:: Task description ::
Nothing but the pictures should be left out when you copy the records exactly.

:: Provided data ::
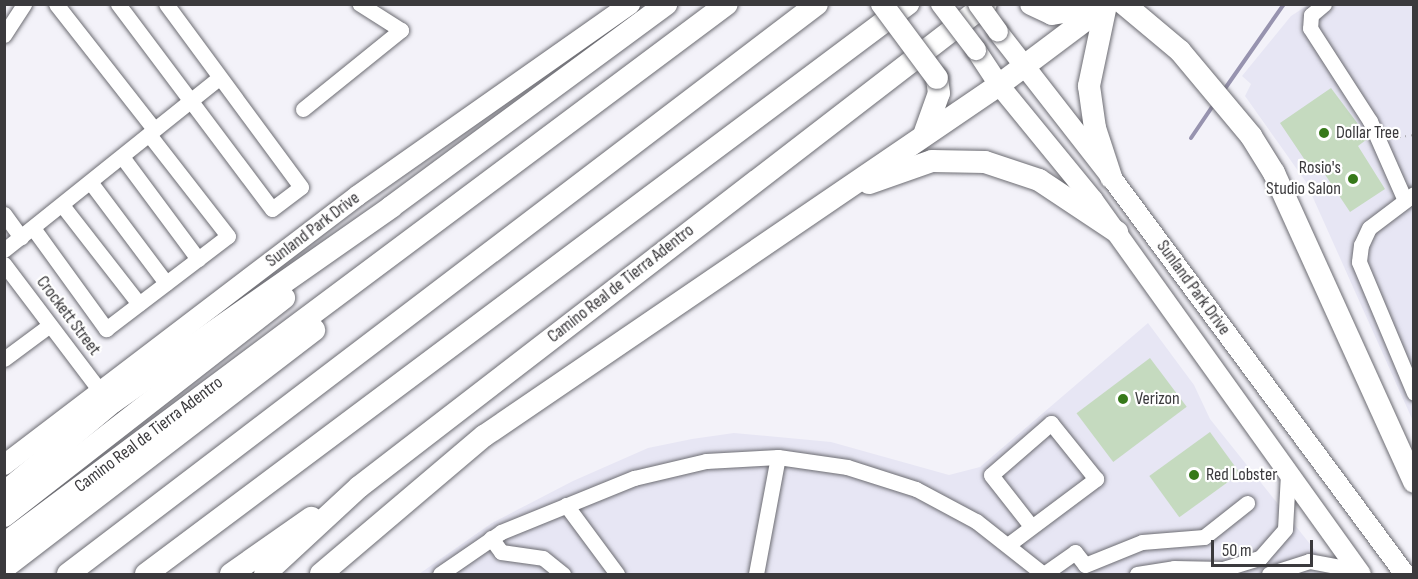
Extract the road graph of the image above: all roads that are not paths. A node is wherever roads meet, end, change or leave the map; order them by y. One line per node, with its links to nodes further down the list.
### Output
1 (24, 4): 19 (street)
2 (56, 4): 26 (street)
3 (118, 4): 23 (street)
4 (166, 4): 21 (street)
5 (360, 4): 24 (street)
6 (630, 4): 45 (main road, Sunland Park Drive)
7 (666, 4): 34 (highway)
8 (727, 4): 27 (highway, Camino Real de Tierra Adentro)
9 (817, 4): 62 (highway)
10 (882, 4): 25 (highway, bridge)
11 (908, 4): 63 (highway)
12 (942, 4): 22 (main road, Sunland Park Drive, bridge)
13 (978, 4): 20 (main road, Sunland Park Drive, bridge)
14 (986, 4): 51 (highway, Camino Real de Tierra Adentro)
15 (1031, 4): 18 (highway)
16 (1124, 4): 50 (highway)
17 (1324, 4): 31 (street)
18 (1106, 5): 20 (highway); 29 (highway)
19 (4, 35)
20 (1023, 66): 22 (highway); 29 (main road, Sunland Park Drive)
21 (219, 78): 23 (street); 23 (street)
22 (999, 85): 25 (highway); 37 (main road, Sunland Park Drive)
23 (190, 101): 26 (street)
24 (303, 109)
25 (925, 132): 32 (highway)
26 (152, 133): 28 (street); 39 (street)
27 (531, 152): 58 (highway, Camino Real de Tierra Adentro); 60 (highway)
28 (123, 158): 30 (street); 39 (street)
29 (1111, 177): 74 (main road, Sunland Park Drive)
30 (91, 183): 33 (street); 41 (street)
31 (1409, 196): 46 (street)
32 (823, 202): 37 (highway); 66 (highway)
33 (62, 205): 36 (street); 42 (street)
34 (390, 207): 52 (highway); 55 (highway)
35 (4, 214): 36 (street)
36 (27, 232): 38 (street); 42 (street)
37 (1117, 232): 49 (main road, Sunland Park Drive)
38 (4, 249)
39 (198, 260): 41 (street)
40 (4, 264): 43 (street, Crockett Street)
41 (166, 283): 42 (street)
42 (139, 304)
43 (50, 325): 44 (street); 45 (street, Crockett Street)
44 (4, 359)
45 (100, 391): 48 (main road, Sunland Park Drive)
46 (1413, 393)
47 (777, 457): 54 (street); 59 (street); 70 (street)
48 (4, 465)
49 (1288, 474): 61 (main road, Sunland Park Drive); 72 (street)
50 (1413, 482)
51 (359, 487): 64 (highway); 65 (highway, Camino Real de Tierra Adentro)
52 (4, 493)
53 (1247, 503): 71 (street)
54 (566, 505): 57 (street); 69 (street)
55 (4, 516)
56 (1031, 526): 56 (street); 59 (street)
57 (491, 538): 67 (street); 68 (street)
58 (4, 544)
59 (1009, 544): 71 (street)
60 (4, 568)
61 (1359, 572): 73 (street)
62 (68, 574)
63 (146, 574)
64 (231, 574)
65 (266, 574)
66 (321, 574)
67 (440, 574)
68 (563, 574)
69 (617, 574)
70 (756, 574)
71 (1043, 574)
72 (1137, 574)
73 (1269, 574)
74 (1405, 574)

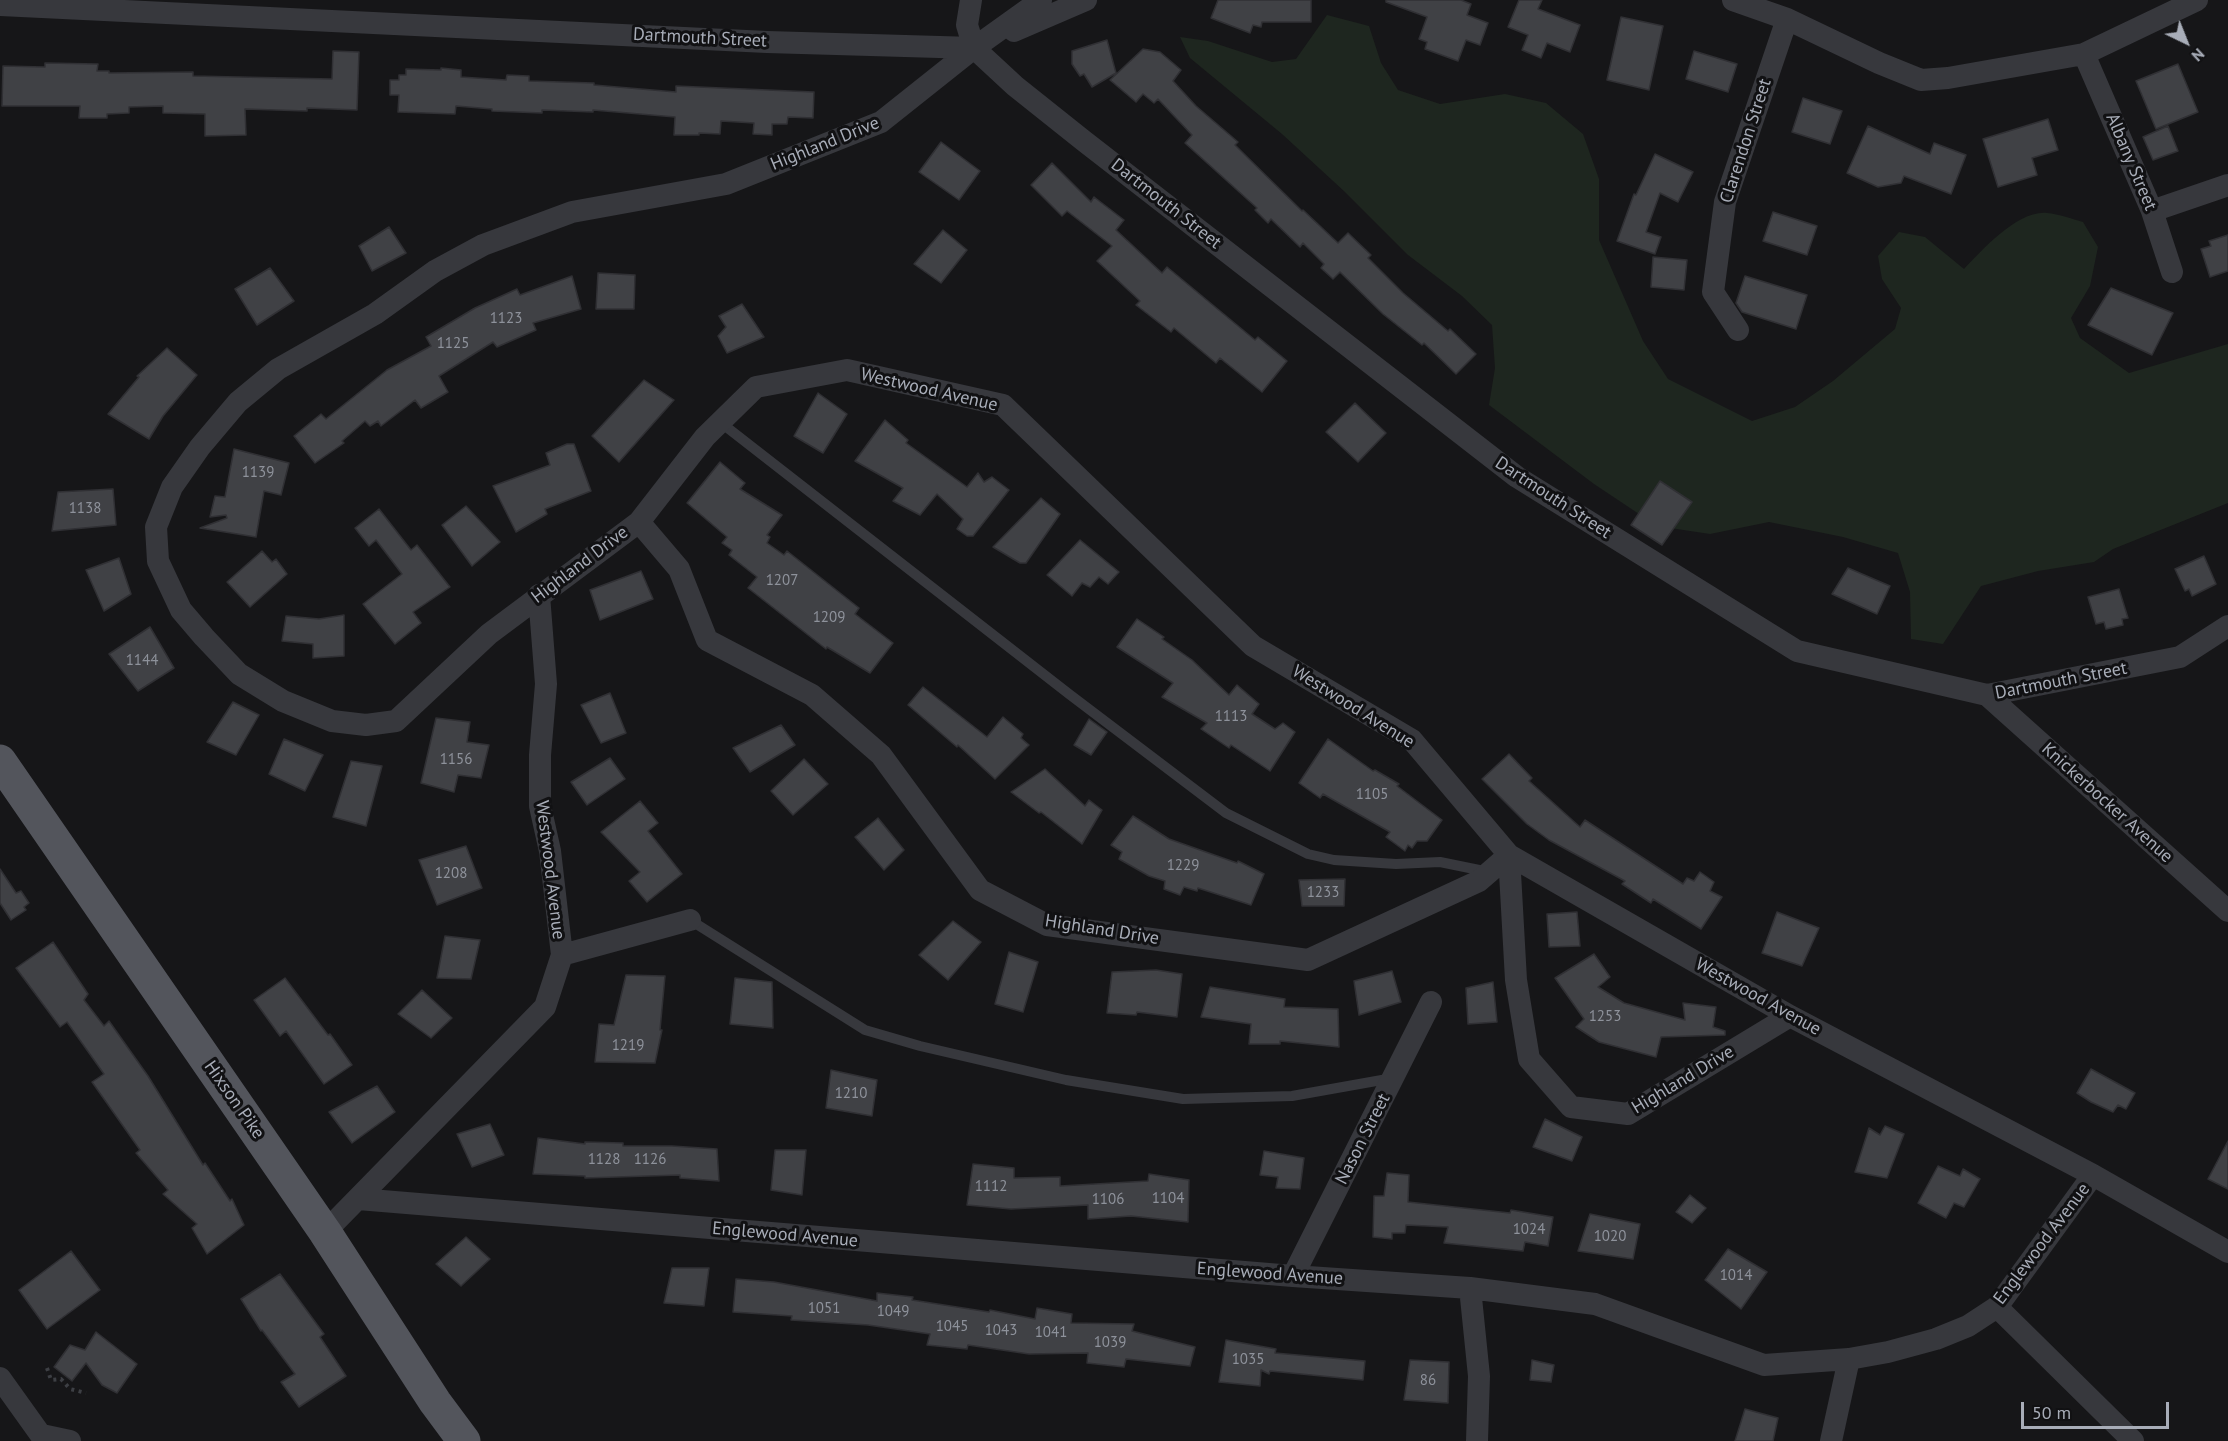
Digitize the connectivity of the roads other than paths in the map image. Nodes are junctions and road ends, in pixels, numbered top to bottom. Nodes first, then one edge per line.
1 (971, 0) edge
2 (1041, 0) edge
3 (1086, 0) edge
4 (1733, 0) edge
5 (2197, 0) edge
6 (0, 5) edge
7 (1787, 19) junction
8 (974, 48) junction
9 (2084, 54) junction
10 (2228, 185) edge
11 (2152, 211) junction
12 (2172, 272) dead end
13 (1738, 330) dead end
14 (720, 422) junction
15 (639, 522) junction
16 (540, 595) junction
17 (2228, 626) edge
18 (1987, 696) junction
19 (0, 761) edge
20 (1509, 855) junction
21 (1490, 872) junction
22 (2228, 911) edge
23 (690, 920) joint
24 (562, 955) junction
25 (1431, 1002) dead end
26 (1790, 1016) junction
27 (1394, 1078) junction
28 (2094, 1175) junction
29 (358, 1199) junction
30 (325, 1232) junction
31 (2228, 1252) edge
32 (1293, 1276) junction
33 (1470, 1288) junction
34 (1997, 1307) junction
35 (1849, 1359) junction
36 (0, 1378) edge
37 (42, 1439) edge
38 (70, 1441) edge
39 (464, 1441) edge
40 (1478, 1441) edge
41 (1831, 1441) edge
42 (2133, 1441) edge

1 - 8 street
2 - 8 street
3 - 8 street
4 - 7 street
5 - 9 street
6 - 8 street, Dartmouth Street
7 - 9 street
7 - 13 street, Clarendon Street
8 - 16 street, Highland Drive
8 - 18 street, Dartmouth Street
9 - 11 street, Albany Street
10 - 11 street
11 - 12 street, Albany Street
14 - 15 street, Westwood Avenue
14 - 20 street, Westwood Avenue
14 - 21 lane
15 - 16 street, Highland Drive
15 - 21 street, Highland Drive
16 - 24 street, Westwood Avenue
17 - 18 street, Dartmouth Street
18 - 22 street, Knickerbocker Avenue
19 - 30 main road, Hixson Pike
20 - 21 street, Highland Drive
20 - 26 street, Westwood Avenue
20 - 26 street, Highland Drive
23 - 24 street
23 - 27 lane
24 - 29 street, Westwood Avenue
25 - 27 street, Nason Street
26 - 28 street, Westwood Avenue
27 - 32 street, Nason Street
28 - 31 street, Westwood Avenue
28 - 34 street, Englewood Avenue
29 - 30 street, Westwood Avenue
29 - 32 street, Englewood Avenue
30 - 39 main road, Hixson Pike
32 - 33 street, Englewood Avenue
33 - 35 street, Englewood Avenue
33 - 40 street
34 - 35 street, Englewood Avenue
34 - 42 street
35 - 41 street
36 - 37 street
37 - 38 street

:: Exercise response ::
Extract the road graph of the image above: all roads that are not paths. A node is wherever roads meet, end, change or leave the map; order them by y. One line per node, with its links to nodes further down the list.
### Output
1 (24, 4): 19 (street)
2 (56, 4): 26 (street)
3 (118, 4): 23 (street)
4 (166, 4): 21 (street)
5 (360, 4): 24 (street)
6 (630, 4): 45 (main road, Sunland Park Drive)
7 (666, 4): 34 (highway)
8 (727, 4): 27 (highway, Camino Real de Tierra Adentro)
9 (817, 4): 62 (highway)
10 (882, 4): 25 (highway, bridge)
11 (908, 4): 63 (highway)
12 (942, 4): 22 (main road, Sunland Park Drive, bridge)
13 (978, 4): 20 (main road, Sunland Park Drive, bridge)
14 (986, 4): 51 (highway, Camino Real de Tierra Adentro)
15 (1031, 4): 18 (highway)
16 (1124, 4): 50 (highway)
17 (1324, 4): 31 (street)
18 (1106, 5): 20 (highway); 29 (highway)
19 (4, 35)
20 (1023, 66): 22 (highway); 29 (main road, Sunland Park Drive)
21 (219, 78): 23 (street); 23 (street)
22 (999, 85): 25 (highway); 37 (main road, Sunland Park Drive)
23 (190, 101): 26 (street)
24 (303, 109)
25 (925, 132): 32 (highway)
26 (152, 133): 28 (street); 39 (street)
27 (531, 152): 58 (highway, Camino Real de Tierra Adentro); 60 (highway)
28 (123, 158): 30 (street); 39 (street)
29 (1111, 177): 74 (main road, Sunland Park Drive)
30 (91, 183): 33 (street); 41 (street)
31 (1409, 196): 46 (street)
32 (823, 202): 37 (highway); 66 (highway)
33 (62, 205): 36 (street); 42 (street)
34 (390, 207): 52 (highway); 55 (highway)
35 (4, 214): 36 (street)
36 (27, 232): 38 (street); 42 (street)
37 (1117, 232): 49 (main road, Sunland Park Drive)
38 (4, 249)
39 (198, 260): 41 (street)
40 (4, 264): 43 (street, Crockett Street)
41 (166, 283): 42 (street)
42 (139, 304)
43 (50, 325): 44 (street); 45 (street, Crockett Street)
44 (4, 359)
45 (100, 391): 48 (main road, Sunland Park Drive)
46 (1413, 393)
47 (777, 457): 54 (street); 59 (street); 70 (street)
48 (4, 465)
49 (1288, 474): 61 (main road, Sunland Park Drive); 72 (street)
50 (1413, 482)
51 (359, 487): 64 (highway); 65 (highway, Camino Real de Tierra Adentro)
52 (4, 493)
53 (1247, 503): 71 (street)
54 (566, 505): 57 (street); 69 (street)
55 (4, 516)
56 (1031, 526): 56 (street); 59 (street)
57 (491, 538): 67 (street); 68 (street)
58 (4, 544)
59 (1009, 544): 71 (street)
60 (4, 568)
61 (1359, 572): 73 (street)
62 (68, 574)
63 (146, 574)
64 (231, 574)
65 (266, 574)
66 (321, 574)
67 (440, 574)
68 (563, 574)
69 (617, 574)
70 (756, 574)
71 (1043, 574)
72 (1137, 574)
73 (1269, 574)
74 (1405, 574)

Digitize the connectivity of the roads other than paths in the map image. Nodes are junctions and road ends, in pixels, numbered top to bottom. Nodes first, then one edge per line.
1 (971, 0) edge
2 (1041, 0) edge
3 (1086, 0) edge
4 (1733, 0) edge
5 (2197, 0) edge
6 (0, 5) edge
7 (1787, 19) junction
8 (974, 48) junction
9 (2084, 54) junction
10 (2228, 185) edge
11 (2152, 211) junction
12 (2172, 272) dead end
13 (1738, 330) dead end
14 (720, 422) junction
15 (639, 522) junction
16 (540, 595) junction
17 (2228, 626) edge
18 (1987, 696) junction
19 (0, 761) edge
20 (1509, 855) junction
21 (1490, 872) junction
22 (2228, 911) edge
23 (690, 920) joint
24 (562, 955) junction
25 (1431, 1002) dead end
26 (1790, 1016) junction
27 (1394, 1078) junction
28 (2094, 1175) junction
29 (358, 1199) junction
30 (325, 1232) junction
31 (2228, 1252) edge
32 (1293, 1276) junction
33 (1470, 1288) junction
34 (1997, 1307) junction
35 (1849, 1359) junction
36 (0, 1378) edge
37 (42, 1439) edge
38 (70, 1441) edge
39 (464, 1441) edge
40 (1478, 1441) edge
41 (1831, 1441) edge
42 (2133, 1441) edge

1 - 8 street
2 - 8 street
3 - 8 street
4 - 7 street
5 - 9 street
6 - 8 street, Dartmouth Street
7 - 9 street
7 - 13 street, Clarendon Street
8 - 16 street, Highland Drive
8 - 18 street, Dartmouth Street
9 - 11 street, Albany Street
10 - 11 street
11 - 12 street, Albany Street
14 - 15 street, Westwood Avenue
14 - 20 street, Westwood Avenue
14 - 21 lane
15 - 16 street, Highland Drive
15 - 21 street, Highland Drive
16 - 24 street, Westwood Avenue
17 - 18 street, Dartmouth Street
18 - 22 street, Knickerbocker Avenue
19 - 30 main road, Hixson Pike
20 - 21 street, Highland Drive
20 - 26 street, Westwood Avenue
20 - 26 street, Highland Drive
23 - 24 street
23 - 27 lane
24 - 29 street, Westwood Avenue
25 - 27 street, Nason Street
26 - 28 street, Westwood Avenue
27 - 32 street, Nason Street
28 - 31 street, Westwood Avenue
28 - 34 street, Englewood Avenue
29 - 30 street, Westwood Avenue
29 - 32 street, Englewood Avenue
30 - 39 main road, Hixson Pike
32 - 33 street, Englewood Avenue
33 - 35 street, Englewood Avenue
33 - 40 street
34 - 35 street, Englewood Avenue
34 - 42 street
35 - 41 street
36 - 37 street
37 - 38 street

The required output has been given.